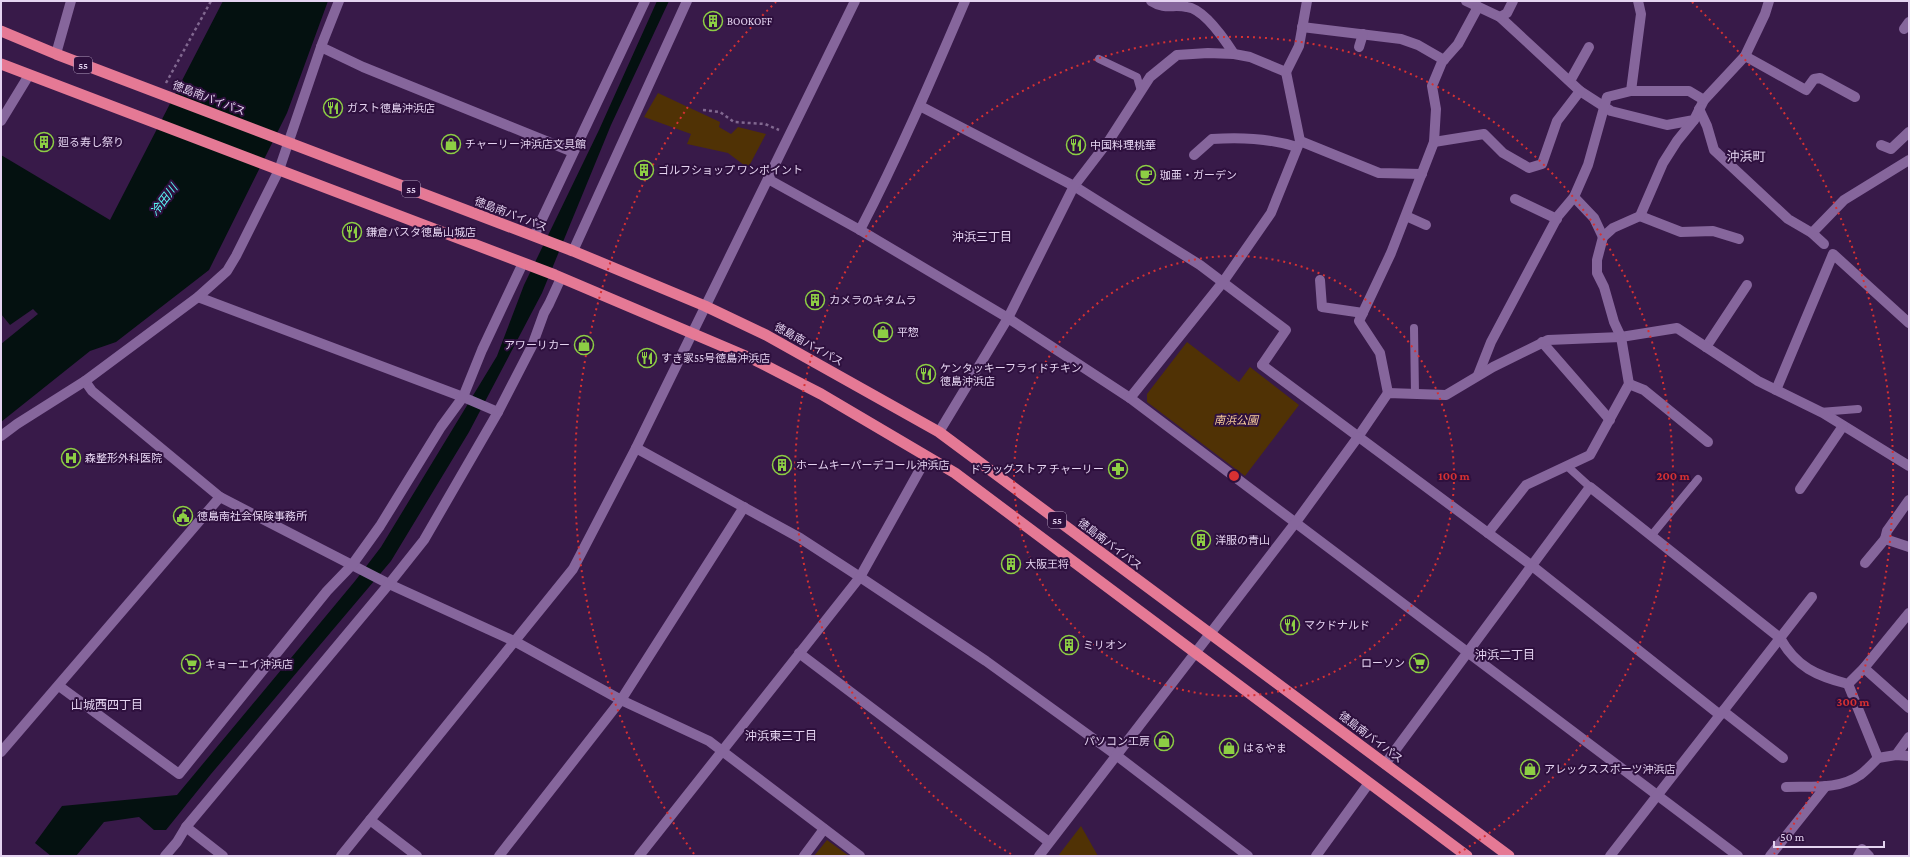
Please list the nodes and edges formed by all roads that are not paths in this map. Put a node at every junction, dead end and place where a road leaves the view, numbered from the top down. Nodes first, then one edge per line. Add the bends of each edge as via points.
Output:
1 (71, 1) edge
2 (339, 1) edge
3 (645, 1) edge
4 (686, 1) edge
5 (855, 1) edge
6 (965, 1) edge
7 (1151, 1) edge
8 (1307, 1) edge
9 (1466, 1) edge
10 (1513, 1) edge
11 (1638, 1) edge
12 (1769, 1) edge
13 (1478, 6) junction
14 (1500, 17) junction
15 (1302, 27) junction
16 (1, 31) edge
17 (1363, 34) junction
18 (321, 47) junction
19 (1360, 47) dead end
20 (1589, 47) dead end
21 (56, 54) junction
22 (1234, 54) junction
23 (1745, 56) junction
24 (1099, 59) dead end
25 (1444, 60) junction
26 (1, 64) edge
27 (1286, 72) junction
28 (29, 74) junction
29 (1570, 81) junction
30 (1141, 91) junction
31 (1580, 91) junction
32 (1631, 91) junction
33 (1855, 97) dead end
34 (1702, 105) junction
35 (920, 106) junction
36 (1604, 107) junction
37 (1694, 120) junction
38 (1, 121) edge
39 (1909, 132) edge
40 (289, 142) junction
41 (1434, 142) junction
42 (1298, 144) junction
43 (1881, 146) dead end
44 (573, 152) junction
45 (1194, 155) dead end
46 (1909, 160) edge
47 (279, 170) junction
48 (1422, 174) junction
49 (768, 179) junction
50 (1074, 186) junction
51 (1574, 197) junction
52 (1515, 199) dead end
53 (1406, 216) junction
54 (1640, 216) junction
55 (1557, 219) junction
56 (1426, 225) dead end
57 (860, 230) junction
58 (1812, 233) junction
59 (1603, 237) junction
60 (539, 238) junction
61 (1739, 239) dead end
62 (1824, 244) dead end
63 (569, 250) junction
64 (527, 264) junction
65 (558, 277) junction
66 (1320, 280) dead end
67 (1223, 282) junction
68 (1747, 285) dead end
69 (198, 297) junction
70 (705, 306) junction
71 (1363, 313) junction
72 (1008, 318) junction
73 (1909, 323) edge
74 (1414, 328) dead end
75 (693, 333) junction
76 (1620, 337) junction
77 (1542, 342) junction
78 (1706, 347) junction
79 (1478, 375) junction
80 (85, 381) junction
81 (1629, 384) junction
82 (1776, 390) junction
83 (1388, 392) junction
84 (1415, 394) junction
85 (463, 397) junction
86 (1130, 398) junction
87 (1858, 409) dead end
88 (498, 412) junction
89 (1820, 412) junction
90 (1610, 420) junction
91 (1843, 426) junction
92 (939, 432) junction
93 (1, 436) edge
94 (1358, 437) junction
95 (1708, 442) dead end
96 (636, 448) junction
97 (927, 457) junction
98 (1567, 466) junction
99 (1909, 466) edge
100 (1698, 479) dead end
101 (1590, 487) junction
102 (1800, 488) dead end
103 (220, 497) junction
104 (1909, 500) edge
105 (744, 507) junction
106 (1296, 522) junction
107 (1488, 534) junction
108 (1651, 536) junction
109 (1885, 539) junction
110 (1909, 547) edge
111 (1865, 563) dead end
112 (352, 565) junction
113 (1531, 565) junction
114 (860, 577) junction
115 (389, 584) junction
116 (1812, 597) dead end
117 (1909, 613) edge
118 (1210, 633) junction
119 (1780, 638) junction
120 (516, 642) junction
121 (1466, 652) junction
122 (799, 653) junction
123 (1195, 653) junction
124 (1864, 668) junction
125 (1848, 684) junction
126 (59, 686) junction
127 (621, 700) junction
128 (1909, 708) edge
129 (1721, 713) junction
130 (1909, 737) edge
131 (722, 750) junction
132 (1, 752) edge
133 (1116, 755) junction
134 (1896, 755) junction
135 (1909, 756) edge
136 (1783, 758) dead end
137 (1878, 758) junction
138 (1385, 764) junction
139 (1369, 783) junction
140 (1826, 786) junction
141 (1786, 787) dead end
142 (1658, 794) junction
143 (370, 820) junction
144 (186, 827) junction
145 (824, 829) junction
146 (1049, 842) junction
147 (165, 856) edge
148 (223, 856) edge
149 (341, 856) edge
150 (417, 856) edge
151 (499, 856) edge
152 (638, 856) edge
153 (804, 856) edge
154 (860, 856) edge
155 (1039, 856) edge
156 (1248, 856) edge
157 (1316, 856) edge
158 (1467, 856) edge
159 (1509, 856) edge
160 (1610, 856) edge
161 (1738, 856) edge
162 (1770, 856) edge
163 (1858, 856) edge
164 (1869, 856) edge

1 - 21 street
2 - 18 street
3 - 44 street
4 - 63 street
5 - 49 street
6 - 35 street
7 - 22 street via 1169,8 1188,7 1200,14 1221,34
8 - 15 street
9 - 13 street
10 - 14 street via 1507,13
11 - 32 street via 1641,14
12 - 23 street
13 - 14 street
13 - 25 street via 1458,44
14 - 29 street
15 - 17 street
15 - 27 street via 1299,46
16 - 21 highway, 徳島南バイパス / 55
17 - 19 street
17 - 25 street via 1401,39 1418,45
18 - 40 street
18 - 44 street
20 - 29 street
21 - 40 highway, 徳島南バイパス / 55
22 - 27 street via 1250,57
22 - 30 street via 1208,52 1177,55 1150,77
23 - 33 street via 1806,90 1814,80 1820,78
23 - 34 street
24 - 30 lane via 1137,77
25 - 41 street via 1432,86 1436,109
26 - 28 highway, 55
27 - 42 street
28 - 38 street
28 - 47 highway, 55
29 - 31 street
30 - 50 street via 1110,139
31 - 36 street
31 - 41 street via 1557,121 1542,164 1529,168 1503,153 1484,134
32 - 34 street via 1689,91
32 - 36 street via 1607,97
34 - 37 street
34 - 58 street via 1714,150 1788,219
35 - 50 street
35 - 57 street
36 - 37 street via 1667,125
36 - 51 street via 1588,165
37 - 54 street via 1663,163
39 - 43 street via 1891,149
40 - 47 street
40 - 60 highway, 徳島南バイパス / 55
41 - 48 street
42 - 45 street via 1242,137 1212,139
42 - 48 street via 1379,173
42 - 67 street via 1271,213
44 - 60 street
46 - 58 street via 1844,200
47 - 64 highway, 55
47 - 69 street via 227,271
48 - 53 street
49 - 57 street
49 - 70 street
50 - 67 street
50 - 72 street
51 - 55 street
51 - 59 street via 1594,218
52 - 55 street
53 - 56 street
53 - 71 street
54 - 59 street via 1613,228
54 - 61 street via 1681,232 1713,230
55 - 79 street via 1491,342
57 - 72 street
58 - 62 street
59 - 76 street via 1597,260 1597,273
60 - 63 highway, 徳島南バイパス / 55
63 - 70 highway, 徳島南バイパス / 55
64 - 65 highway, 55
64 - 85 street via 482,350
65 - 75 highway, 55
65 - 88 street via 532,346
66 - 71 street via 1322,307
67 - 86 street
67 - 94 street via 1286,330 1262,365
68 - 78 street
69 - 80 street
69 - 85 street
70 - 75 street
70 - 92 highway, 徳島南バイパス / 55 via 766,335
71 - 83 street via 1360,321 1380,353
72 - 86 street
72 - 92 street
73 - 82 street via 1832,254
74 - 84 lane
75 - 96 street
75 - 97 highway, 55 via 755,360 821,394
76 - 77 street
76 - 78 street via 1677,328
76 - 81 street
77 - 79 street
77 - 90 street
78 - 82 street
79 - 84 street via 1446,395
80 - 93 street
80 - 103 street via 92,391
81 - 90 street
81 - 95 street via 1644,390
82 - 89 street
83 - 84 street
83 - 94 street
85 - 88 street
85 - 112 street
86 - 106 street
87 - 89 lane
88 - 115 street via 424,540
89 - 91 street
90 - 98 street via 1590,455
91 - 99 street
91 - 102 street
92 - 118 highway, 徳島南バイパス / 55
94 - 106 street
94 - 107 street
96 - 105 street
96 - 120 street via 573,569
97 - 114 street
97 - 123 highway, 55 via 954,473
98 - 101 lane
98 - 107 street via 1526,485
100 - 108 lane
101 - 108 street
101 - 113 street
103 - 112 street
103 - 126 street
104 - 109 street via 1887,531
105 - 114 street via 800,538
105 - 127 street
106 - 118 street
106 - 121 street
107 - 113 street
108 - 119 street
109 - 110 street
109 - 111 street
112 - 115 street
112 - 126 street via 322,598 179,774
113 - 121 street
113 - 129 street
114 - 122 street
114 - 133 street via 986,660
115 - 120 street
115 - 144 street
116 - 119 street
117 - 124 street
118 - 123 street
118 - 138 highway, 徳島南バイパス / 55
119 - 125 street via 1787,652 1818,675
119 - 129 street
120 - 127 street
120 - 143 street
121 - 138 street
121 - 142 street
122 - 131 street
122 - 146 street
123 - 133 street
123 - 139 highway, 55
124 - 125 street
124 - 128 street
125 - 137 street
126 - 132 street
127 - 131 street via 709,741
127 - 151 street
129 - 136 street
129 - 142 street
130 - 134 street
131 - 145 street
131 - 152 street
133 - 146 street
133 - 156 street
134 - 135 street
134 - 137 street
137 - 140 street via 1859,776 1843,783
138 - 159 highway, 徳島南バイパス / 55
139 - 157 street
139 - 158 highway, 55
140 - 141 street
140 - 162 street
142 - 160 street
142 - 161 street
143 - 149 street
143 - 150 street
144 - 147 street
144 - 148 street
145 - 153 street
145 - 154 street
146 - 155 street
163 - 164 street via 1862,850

═══

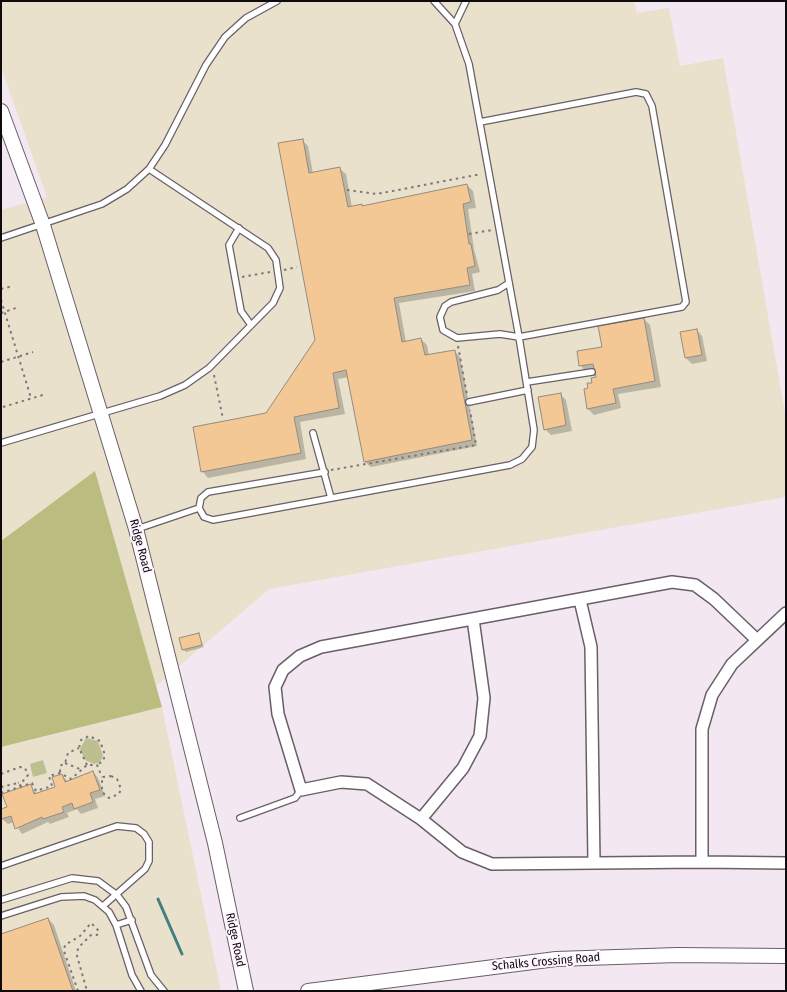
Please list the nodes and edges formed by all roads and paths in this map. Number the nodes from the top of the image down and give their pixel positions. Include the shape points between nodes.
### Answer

═══

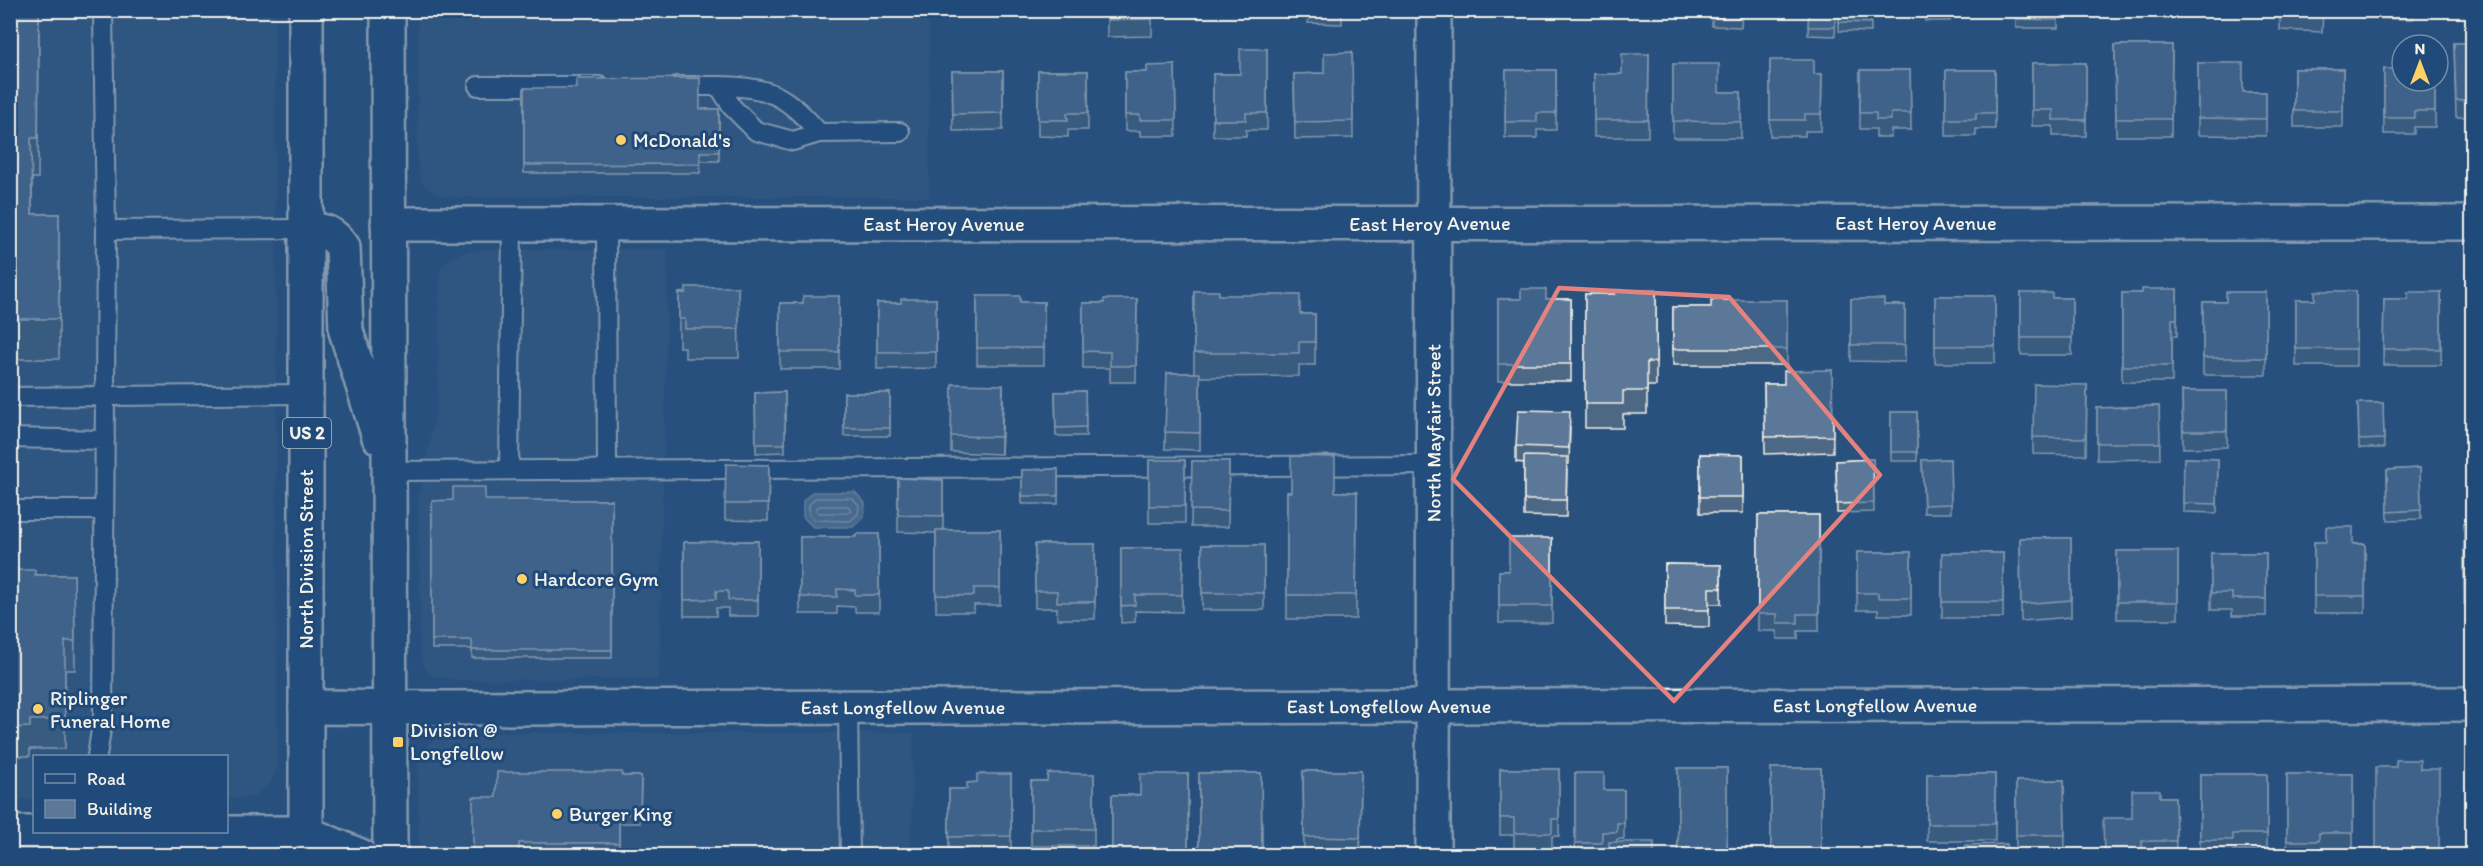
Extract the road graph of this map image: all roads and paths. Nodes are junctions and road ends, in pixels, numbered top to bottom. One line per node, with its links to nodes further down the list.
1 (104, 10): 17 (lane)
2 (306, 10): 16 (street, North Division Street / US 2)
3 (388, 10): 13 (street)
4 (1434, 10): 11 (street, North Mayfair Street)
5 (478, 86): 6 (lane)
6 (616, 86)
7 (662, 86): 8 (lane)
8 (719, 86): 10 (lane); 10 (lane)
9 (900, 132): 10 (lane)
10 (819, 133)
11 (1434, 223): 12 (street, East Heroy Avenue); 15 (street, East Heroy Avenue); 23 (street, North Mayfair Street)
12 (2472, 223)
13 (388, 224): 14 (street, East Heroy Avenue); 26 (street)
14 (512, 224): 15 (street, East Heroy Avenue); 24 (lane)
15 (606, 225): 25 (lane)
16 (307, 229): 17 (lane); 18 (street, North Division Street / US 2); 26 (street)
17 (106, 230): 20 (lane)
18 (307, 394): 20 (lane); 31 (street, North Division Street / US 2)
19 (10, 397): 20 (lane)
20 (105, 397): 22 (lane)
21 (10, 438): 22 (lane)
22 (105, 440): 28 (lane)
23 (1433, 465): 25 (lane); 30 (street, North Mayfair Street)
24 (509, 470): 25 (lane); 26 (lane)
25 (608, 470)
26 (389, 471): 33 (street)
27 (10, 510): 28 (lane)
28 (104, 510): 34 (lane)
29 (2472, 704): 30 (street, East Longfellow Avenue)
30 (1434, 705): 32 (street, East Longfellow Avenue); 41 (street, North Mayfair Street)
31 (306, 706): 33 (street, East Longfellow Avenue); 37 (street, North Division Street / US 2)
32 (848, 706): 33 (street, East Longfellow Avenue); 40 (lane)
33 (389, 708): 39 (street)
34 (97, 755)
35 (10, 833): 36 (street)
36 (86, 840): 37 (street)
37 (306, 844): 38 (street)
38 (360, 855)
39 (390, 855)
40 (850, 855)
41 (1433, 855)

═══

__WORK TASK__
Lines with "points" in the records above: copy every one of them.

__ANSWER SECTION__
Please list the nodes and edges formed by all roads that are not paths in this map. Put a node at every junction, dead end and place where a road leaves the view, numbered from the top down. Nodes first, then one edge per line. Add the bends of each edge as via points.
Please list the nodes and edges formed by all roads and paths in this map. Number the nodes from the top of the image down and give their pixel positions. Include the shape points between nodes.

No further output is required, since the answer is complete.